[Editor’s note: This is a developing story. Check back for updates.]

SM Energy Co. (NYSE: SM) played switch hitter to A&D perfection, simultaneously buying in the Midland Basin and selling in the Williston Basin in deals collectively valued at $1.885 billion, the company said Oct. 18.

In the Williston, Oasis Petroleum Inc. (NYSE: OAS) agreed to buy SM Energy’s 55,000 net acres for $785 million. Fourth-quarter production on the acreage is expected to average 12,400 barrels of oil equivalent per day (boe/d), Oasis said.

In the Midland Basin, SM acquired 35,700 net acres in Howard and Martin counties, Texas, for $1.1 billion. SM’s Midland acquisition boosts its position 43% to 82,450 net acres.

The purchase from QStar LLC and an undisclosed party adds production of about 2,400 boe/d.

Houston’s QStar, formed in 2013, is backed by EnCap Investments LP and led by CEO Gerald R. Carman.

The Howard acreage complements and is partially contiguous to the company’s recently closed $980 million Midland acquisition.

SM will pay $1.1 billion cash and issue 13.4 million shares of stock to QStar, reminiscent of RSP Permian Inc.’s (NYSE: RSPP) cash and large stock transfer in an Oct. 13 Delaware Basin deal valued at a $2.4 billion. Its sale of the Williston’s Raven/Bear-Den acreage to Oasis will partially offset the cost.

The price will continue some questions that Wall Street and analyst have about late entrants to the Permian and what that means for development and economics, said David Tameron, senior analyst at Wells Fargo Securities.

Brian Velie, an analyst at Capital One Securities, said the near doubling of SM’s Midland acreage and the acceleration of development plans will add about $2/share to the company’s net asset value (NAV).

SM did not give a breakdown of its new acreage in Howard and Martin but the area matches SM's pre-existing footprint.

SM plans to accelerate its drilling plans on the acreage. Preliminary plans for Midland include adding a fourth rig in the fourth quarter and increasing to six rigs in early 2017, said Jay Ottoson, SM president and CEO.

“We continue to work to concentrate capital on the highest return programs and generate higher company-wide margins, which drive cash flow growth and value creation for our shareholders,” he said.

Ottoson said the acquisition establishes significant scale for the company.

“We are particularly excited about the performance and future potential of Howard County, leading us to further core up our portfolio and focus on this fast emerging, top tier area,” he said.
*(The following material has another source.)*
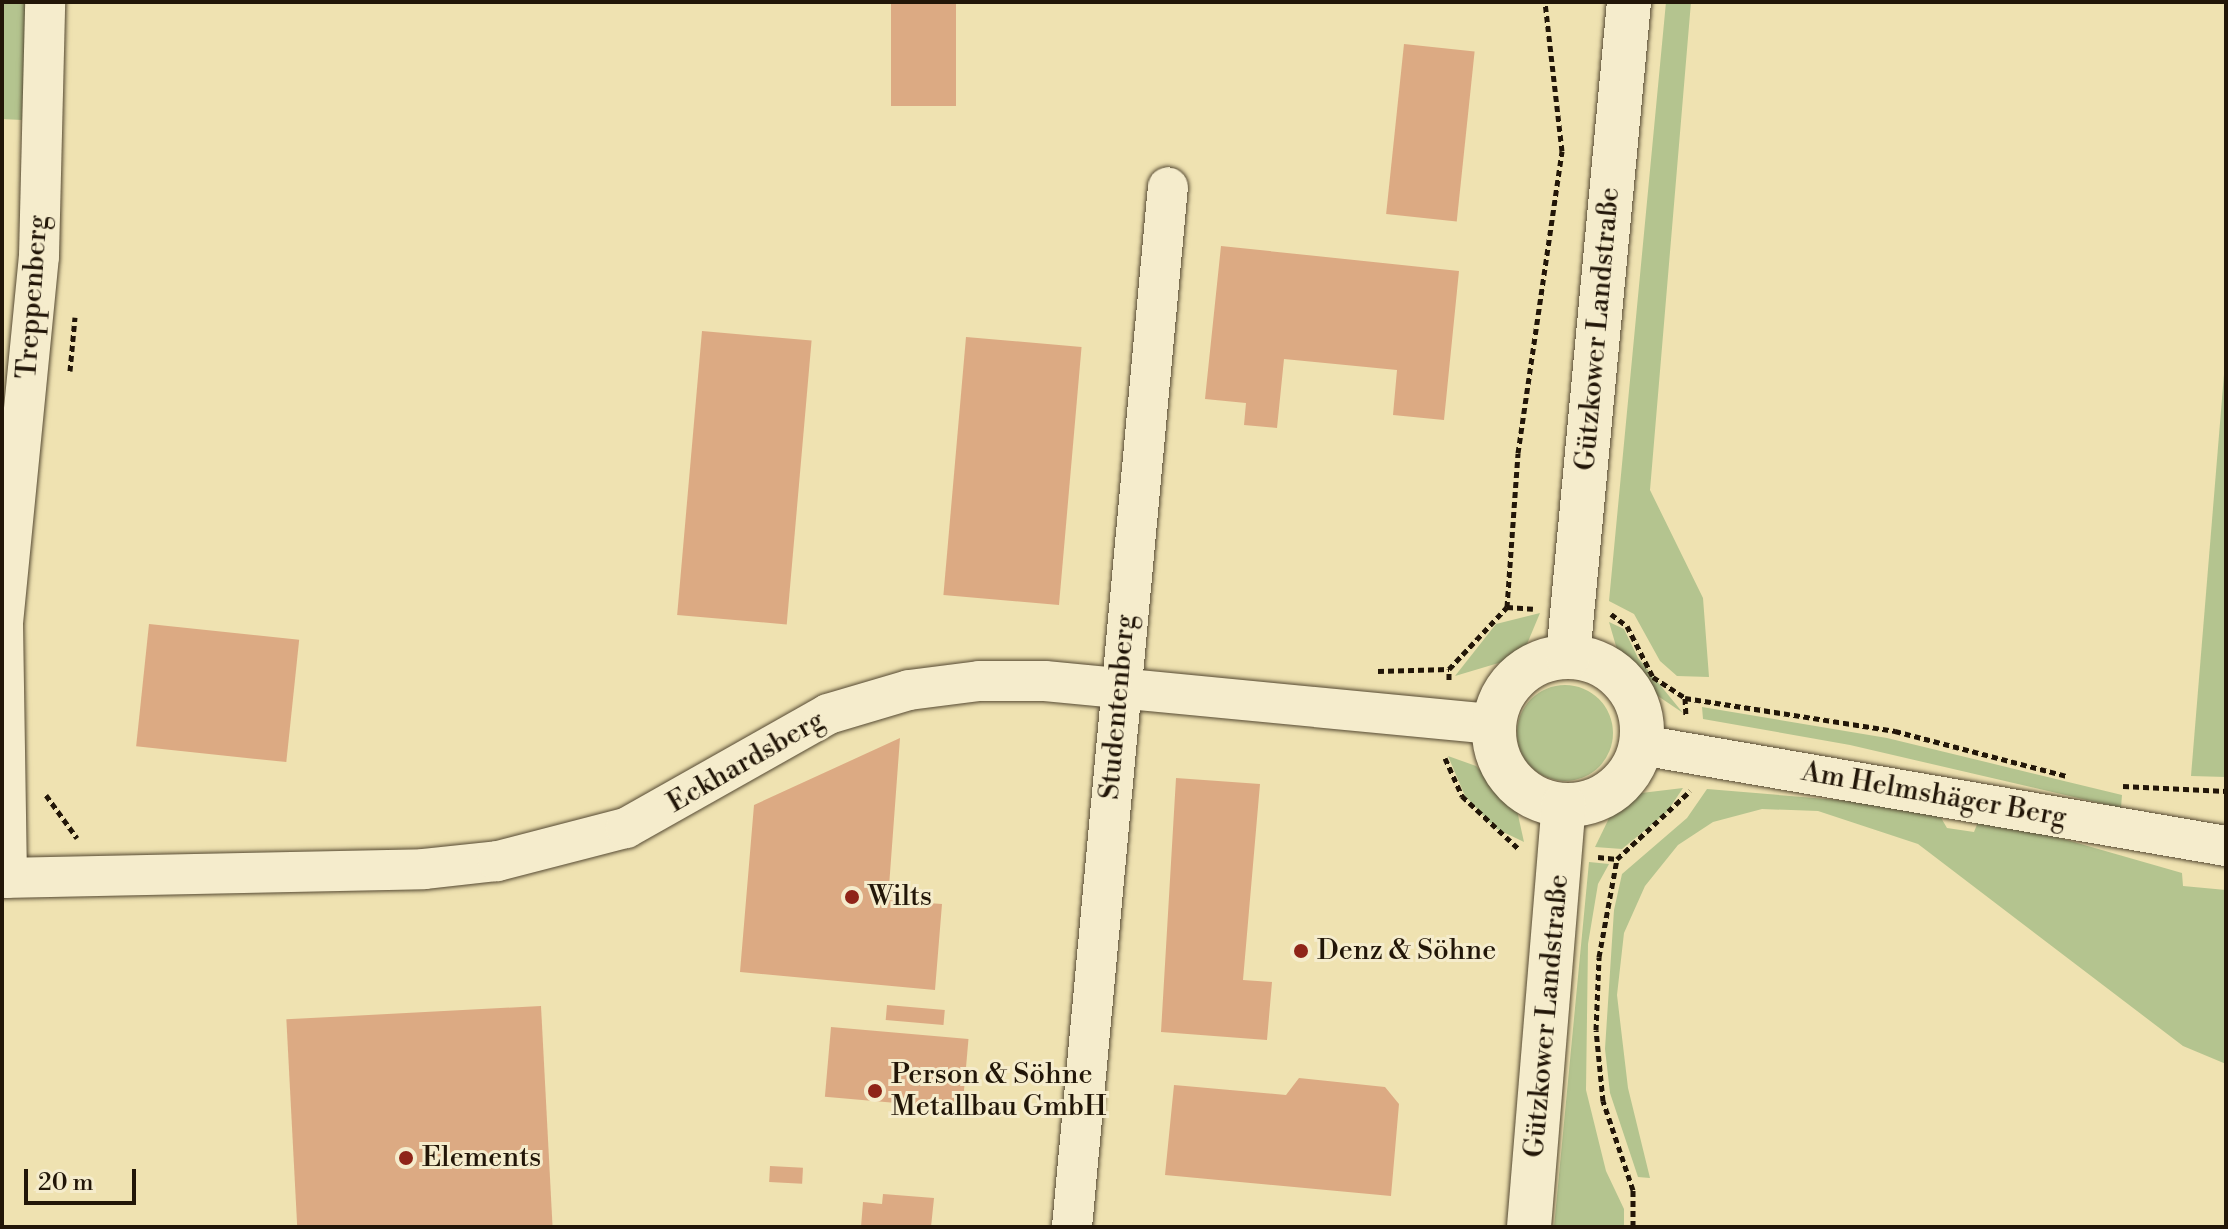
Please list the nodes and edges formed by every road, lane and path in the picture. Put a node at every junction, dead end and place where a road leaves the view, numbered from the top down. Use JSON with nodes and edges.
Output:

SM has swiftly upsized its Permian inventory through acquisitions. The company reported a growth of more than 4,171 locations since January, when it had roughly 734—a five-fold increase.

No Mirage

Oasis said its Bakken buy is a natural fit to its Williston territory, though the company appears to have paid a premium for locations. Overall, the deal value is worth roughly 19% of Oasis’ enterprise value.

The purchase price was about $285 million more than KeyBanc Capital Markets $500 million estimate for the Raven/Bear-Den acreage, analyst David Deckelbaum said.

“The valuation works out to about $5,200 per acre adjusted for production, but about $4 million per core location, which appears a bit rich,” he said.

However, Oasis will inherit estimated fourth-quarter production of about 12,400 boe/d. The company expects to operate about 75% of the properties based on proved reserves.

For SM, the value of the Bakken assets exceeded Capital One’s estimates, raising the company’s NAV by another $2/share.

“SM didn't have to market its (excluding Divide County, N.D.) Williston position for long,” Velie said. “Roughly two weeks after putting [it] on the block, SM found a buyer in OAS. The transaction gets a scattered capital-starved asset out of SM's hands and into an operator with nearby activity and acreage.”

Thomas B. Nusz, Oasis' chairman and CEO, said the acquisition fits into the company’s existing core and extended core positions and increases its gross operated drilling locations there by 25%.

“With our continued capital efficiency and best-in-class operations in the Williston Basin, we are well positioned to take full advantage of this complementary asset that we believe will generate substantial shareholder accretion based on our currently anticipated acquisition financing,” Nusz said.

While the deal could present lateral length synergies for Oasis, Decklebaum said it “lacks meaningful accretion.”

“Pro forma, we estimate that the deal is roughly 3% accretive to {revalued net asset valuation] but will slightly expand 2017 valuation multiples,” he said.

Oasis will fund the deal with an offering of 40 million shares for proceeds of roughly $420 million. Most of the acreage is near the company’s Wild Basin area or scattered across McKenzie County, N.D.

Petrie Partners served as exclusive financial adviser to SM Energy in connection with both transactions. Jefferies LLC served as sole financial adviser to QStar and EnCap Investments.

SM said its acquisition is expected to close by mid-December with an effective date of Sept. 1, 2016. The divestiture is expected to close in early December, with an effective date of Oct. 1, 2016.